Carlin reiterated that the intent of the bill wasn’t for racial profiling.

“This bill is not a pretext for pulling people over because they’re Mexican,” he said. “The point of the bill is to keep statistics so we can find and narrow the scope of whether or not there’s a reality of the problem. We shouldn’t be afraid of the truth. If there’s a problem, let’s deal with it. The reality is whatever the reality is, let’s deal with it.”

As for Carlin being accused of being racist, he addressed those comments as well.

“By the way, I’m also a Senator who proposed minority recruiting for Iowa public schools because we don’t have enough minority teachers in our public schools,” he said. “Just so you know that, to give you some context. So, I want to know, what the reality is and that’s the purpose of this. We do have an obligation to protect the people of Iowa.”

Senator Julian Garrett also spoke in defense of the bill.

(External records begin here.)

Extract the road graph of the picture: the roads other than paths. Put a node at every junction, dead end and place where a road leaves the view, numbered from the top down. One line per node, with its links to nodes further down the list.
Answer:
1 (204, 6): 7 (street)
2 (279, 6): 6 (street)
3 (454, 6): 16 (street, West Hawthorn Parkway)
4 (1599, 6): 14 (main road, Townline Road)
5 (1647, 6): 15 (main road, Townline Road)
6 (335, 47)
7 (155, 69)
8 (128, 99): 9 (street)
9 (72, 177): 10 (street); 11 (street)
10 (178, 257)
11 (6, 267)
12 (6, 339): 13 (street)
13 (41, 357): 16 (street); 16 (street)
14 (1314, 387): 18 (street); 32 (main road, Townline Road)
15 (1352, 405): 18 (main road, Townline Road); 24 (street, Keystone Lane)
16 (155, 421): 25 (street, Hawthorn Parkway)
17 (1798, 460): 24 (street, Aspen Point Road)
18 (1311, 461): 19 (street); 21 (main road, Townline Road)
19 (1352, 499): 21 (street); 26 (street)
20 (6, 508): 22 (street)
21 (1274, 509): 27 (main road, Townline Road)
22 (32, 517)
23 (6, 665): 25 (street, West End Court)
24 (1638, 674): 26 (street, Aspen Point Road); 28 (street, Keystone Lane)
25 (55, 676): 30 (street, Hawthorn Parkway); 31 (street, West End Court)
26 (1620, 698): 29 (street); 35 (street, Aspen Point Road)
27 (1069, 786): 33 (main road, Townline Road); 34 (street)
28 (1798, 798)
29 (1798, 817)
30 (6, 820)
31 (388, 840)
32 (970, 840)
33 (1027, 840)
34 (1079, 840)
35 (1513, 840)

“This bill applies to people who have been arrested for something,” he said. “It doesn’t apply to people walking down the street or at Walmart or whatever. It applies to people who have been arrested. It says we want to know the legal immigration status of people who have been arrested.”

Susan Cameron Daemen of the Iowa State Sheriffs’ & Deputies’ Association and Iowa County Attorneys Association said there is no way to collect the data without going through every person.

“It would be profiling if we did not go through every single offense,” she said. “There’s no way we can do this without going through everything and determining if someone is illegal. For that reason, and the cost to do that and all the staff it’s going to take to do that, that is why we went against.”

A woman whose name I did not catch again called the bill racist.

“Our racism is inbred,” the woman said.

Schoolbooks, she said, say this is white history and this is the important history.

Senators Dan Dawson and Whiting signed the bill out of committee.